Nach ihrem Realschulabschluss und der Ausbildung zur Verwaltungsangestellten war sie zunächst in der Gemeindeverwaltung tätig und kümmerte sich um die Familie und die Erziehung ihrer drei Kinder. Später holte sie das Allgemeinabitur am Abend-Gymnasium nach, um dann im Alter von 40 Jahren ein Studium der Rechtswissenschaften an der Universität Passau zu beginnen, das sie bereits nach acht Semestern erfolgreich beendete. „Ich habe das Studieren angefangen, als sich auch meine Tochter an der Uni eingeschrieben hat“, erinnert sich die heute 60-Jährige, die in Muth bei Tittling beheimatet ist. Ihr Durchhaltevermögen beschreibt sie als Grundeigenschaft einer Waidlerin, als solche sie sich mit Nachdruck bezeichnet.
Seit 2009 führt sie ihre eigene Rechtsanwaltskanzlei in der Marktgemeinde im Passauer Oberland. Eine Tätigkeit, die sie mit ihrer neuen Aufgabe im Münchener Maximilianeum ruhen lassen will. Ihr neues Abgeordneten-Büro soll dort nun eingerichtet werden. Mit zwei Mitarbeitern, einen aus Passau, einen aus Waldkirchen, könne sie ihren Wahlkreis „gut abdecken“, wie sie es nennt. Politisch ist sie seit 2013 als Vorsitzende der Freien Wähler Tittling, seit 2014 als Marktgemeinderätin und Kreisrätin im Kreistag des Landkreises Passau sowie seit 2020 als stellvertretende Landrätin aktiv.
Im ersten Teil des Interviews mit dem Onlinemagazin da Hog’n blickt sie zurück auf ihren Landtagseinzug, die damit einhergegangenen Veränderungen sowie die ersten Eindrücke im höchsten bayerischen Parlament.

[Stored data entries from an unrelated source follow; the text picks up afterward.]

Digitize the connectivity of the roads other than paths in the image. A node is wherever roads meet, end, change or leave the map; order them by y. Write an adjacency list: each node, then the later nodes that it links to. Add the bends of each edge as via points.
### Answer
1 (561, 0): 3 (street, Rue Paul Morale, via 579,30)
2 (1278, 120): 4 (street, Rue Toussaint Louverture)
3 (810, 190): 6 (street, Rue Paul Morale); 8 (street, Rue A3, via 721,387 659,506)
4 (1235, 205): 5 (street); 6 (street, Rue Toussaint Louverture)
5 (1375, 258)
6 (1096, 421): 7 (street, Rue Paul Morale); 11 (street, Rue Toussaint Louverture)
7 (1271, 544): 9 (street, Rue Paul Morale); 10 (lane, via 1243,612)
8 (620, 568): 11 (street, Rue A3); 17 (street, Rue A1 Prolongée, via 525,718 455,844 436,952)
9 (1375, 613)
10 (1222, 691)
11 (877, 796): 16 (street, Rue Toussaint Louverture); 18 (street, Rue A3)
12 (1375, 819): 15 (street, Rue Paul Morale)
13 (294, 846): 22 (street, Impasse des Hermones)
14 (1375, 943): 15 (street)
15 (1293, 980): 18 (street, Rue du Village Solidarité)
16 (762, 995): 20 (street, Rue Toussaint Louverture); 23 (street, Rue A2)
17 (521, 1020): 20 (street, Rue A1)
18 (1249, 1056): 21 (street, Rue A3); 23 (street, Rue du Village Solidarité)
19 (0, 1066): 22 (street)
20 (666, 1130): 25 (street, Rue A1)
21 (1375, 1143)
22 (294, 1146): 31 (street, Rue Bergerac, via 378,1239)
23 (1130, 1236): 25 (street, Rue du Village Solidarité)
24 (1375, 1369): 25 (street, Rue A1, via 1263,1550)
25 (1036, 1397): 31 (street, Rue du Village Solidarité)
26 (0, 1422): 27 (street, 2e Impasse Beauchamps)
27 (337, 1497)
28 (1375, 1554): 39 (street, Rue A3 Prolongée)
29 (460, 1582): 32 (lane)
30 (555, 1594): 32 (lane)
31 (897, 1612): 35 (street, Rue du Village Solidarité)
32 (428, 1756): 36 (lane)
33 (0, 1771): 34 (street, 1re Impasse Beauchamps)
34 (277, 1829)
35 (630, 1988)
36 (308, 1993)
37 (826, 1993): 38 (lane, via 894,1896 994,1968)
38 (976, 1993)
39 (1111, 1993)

Wir haben sie nach ihren Zielen gefragt, ihrer Haltung zur AfD und zum großen Koalitionspartner CSU.
„Gesetze gibt es überall“
Frau Toso, nochmals rückblickend: Wie überraschend war für Sie der Einzug in den Landtag?
Ich habe mich während des Wahlkampfs sehr engagiert. Und natürlich habe ich darauf gehofft, in den Landtag einzuziehen. Die Freien Wähler standen nach der Auszählung nicht schlecht da, ich war auf Listenplatz vier gesetzt – und konnte diesen am Ende auch halten. Ganz sicher kann man sich natürlich nie sein, aber es hat sich – auch im Rahmen der Umfragen – relativ früh abgezeichnet, daher konnte man damit rechnen, dass es klappt mit dem Einzug. Ich bin jedoch ein Mensch, der immer bis zum endgültigen Ergebnis abwartet – und dann hab ich mich natürlich narrisch gefreut.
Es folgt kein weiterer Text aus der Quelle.